Work required: Copy all lines in the data that contain the string "England".

[[ Records, beginning ]]

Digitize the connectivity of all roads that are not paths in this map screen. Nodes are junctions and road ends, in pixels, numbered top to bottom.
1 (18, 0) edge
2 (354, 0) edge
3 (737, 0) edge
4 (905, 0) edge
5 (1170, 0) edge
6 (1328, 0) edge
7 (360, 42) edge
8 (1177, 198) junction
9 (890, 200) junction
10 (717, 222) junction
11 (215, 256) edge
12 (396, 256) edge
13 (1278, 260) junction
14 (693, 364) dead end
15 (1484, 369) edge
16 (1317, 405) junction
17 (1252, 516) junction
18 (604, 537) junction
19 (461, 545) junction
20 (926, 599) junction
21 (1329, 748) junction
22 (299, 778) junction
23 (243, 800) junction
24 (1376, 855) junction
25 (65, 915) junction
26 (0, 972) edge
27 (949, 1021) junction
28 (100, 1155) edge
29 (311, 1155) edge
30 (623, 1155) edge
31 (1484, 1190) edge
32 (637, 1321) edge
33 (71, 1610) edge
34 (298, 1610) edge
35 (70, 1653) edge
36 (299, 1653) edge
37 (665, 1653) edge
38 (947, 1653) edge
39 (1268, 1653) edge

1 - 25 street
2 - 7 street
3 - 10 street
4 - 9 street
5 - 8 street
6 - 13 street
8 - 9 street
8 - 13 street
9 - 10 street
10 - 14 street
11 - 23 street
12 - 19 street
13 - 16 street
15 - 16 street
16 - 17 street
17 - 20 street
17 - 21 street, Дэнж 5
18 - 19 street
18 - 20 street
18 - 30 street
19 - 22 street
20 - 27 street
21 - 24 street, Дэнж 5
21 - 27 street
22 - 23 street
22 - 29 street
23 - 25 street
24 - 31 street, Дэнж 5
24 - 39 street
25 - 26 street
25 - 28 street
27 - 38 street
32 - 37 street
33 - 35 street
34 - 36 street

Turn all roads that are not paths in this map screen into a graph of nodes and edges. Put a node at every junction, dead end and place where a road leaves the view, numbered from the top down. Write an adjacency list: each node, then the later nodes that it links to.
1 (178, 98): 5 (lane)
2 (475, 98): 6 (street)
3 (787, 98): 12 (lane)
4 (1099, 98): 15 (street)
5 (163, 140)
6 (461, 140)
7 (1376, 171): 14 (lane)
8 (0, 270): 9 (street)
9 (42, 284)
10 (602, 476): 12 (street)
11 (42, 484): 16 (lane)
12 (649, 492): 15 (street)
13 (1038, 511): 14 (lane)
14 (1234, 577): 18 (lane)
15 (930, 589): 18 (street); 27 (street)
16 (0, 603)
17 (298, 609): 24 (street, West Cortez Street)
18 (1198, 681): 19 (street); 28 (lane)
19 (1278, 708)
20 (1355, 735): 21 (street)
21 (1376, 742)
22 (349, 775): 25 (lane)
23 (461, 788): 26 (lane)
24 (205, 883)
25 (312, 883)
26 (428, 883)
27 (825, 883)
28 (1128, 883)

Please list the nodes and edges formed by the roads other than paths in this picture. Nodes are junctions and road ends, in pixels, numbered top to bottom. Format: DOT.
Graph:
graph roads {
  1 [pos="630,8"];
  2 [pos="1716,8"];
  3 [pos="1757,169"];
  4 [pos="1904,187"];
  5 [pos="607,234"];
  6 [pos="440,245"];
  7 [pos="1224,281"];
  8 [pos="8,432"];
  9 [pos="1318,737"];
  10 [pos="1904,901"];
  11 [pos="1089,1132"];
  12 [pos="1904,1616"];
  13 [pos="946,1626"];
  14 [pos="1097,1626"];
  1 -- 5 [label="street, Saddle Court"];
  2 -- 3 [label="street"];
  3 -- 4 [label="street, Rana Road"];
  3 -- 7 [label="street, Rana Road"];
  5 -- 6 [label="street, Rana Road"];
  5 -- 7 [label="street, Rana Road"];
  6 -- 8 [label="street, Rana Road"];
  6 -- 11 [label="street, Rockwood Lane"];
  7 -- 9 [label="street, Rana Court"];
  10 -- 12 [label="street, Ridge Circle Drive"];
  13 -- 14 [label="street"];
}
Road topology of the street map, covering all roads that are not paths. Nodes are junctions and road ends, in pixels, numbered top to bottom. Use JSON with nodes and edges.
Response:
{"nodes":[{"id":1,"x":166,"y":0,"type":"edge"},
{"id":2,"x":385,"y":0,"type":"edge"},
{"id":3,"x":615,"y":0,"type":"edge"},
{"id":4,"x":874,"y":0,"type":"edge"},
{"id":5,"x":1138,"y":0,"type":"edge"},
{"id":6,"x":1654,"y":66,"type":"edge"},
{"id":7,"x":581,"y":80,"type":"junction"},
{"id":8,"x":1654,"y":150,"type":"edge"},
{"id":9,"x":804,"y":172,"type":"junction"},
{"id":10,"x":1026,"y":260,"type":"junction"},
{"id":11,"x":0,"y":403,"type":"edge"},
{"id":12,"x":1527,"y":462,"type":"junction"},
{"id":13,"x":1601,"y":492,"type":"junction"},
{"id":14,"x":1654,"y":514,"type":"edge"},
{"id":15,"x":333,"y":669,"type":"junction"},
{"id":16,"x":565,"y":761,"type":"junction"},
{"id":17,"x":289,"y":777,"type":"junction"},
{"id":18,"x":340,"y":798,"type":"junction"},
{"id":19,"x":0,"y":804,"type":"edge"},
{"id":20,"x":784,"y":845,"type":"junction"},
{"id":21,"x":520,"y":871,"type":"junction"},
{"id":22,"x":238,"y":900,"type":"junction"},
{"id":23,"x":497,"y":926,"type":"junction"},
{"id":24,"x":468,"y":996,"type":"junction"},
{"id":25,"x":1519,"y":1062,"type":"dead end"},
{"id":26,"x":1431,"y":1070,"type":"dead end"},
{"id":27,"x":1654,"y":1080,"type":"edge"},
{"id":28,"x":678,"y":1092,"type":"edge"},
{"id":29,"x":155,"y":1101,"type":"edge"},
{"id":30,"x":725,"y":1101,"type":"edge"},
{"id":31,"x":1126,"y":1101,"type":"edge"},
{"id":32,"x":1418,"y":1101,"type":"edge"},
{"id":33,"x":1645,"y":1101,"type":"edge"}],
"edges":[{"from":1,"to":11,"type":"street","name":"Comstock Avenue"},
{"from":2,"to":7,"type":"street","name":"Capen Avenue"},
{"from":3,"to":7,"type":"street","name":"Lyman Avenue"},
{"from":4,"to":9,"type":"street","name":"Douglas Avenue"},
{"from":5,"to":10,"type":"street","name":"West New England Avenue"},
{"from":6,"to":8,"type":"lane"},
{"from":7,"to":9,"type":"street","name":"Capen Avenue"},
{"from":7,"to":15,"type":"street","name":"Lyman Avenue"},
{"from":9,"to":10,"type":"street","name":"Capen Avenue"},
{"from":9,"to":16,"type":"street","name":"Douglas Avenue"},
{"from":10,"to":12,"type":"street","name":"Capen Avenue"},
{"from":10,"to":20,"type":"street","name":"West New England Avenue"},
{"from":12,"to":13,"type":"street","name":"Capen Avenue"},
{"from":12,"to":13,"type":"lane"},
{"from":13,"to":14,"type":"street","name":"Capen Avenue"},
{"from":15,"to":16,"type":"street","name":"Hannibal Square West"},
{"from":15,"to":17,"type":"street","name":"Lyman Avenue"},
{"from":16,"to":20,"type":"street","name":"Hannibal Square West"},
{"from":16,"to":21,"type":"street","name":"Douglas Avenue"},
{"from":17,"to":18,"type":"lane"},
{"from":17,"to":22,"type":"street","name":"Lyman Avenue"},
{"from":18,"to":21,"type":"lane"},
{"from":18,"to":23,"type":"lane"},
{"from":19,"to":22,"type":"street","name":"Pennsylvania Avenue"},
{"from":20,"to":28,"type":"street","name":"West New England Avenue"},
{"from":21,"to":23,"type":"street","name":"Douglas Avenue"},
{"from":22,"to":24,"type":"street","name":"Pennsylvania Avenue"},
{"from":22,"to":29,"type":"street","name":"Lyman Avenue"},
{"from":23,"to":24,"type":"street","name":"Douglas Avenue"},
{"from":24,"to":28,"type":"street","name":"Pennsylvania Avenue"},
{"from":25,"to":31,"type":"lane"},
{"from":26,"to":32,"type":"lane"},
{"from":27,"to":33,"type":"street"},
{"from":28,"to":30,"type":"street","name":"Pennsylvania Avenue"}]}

[[ Records, end ]]

Task output:
{"from":5,"to":10,"type":"street","name":"West New England Avenue"},
{"from":10,"to":20,"type":"street","name":"West New England Avenue"},
{"from":20,"to":28,"type":"street","name":"West New England Avenue"},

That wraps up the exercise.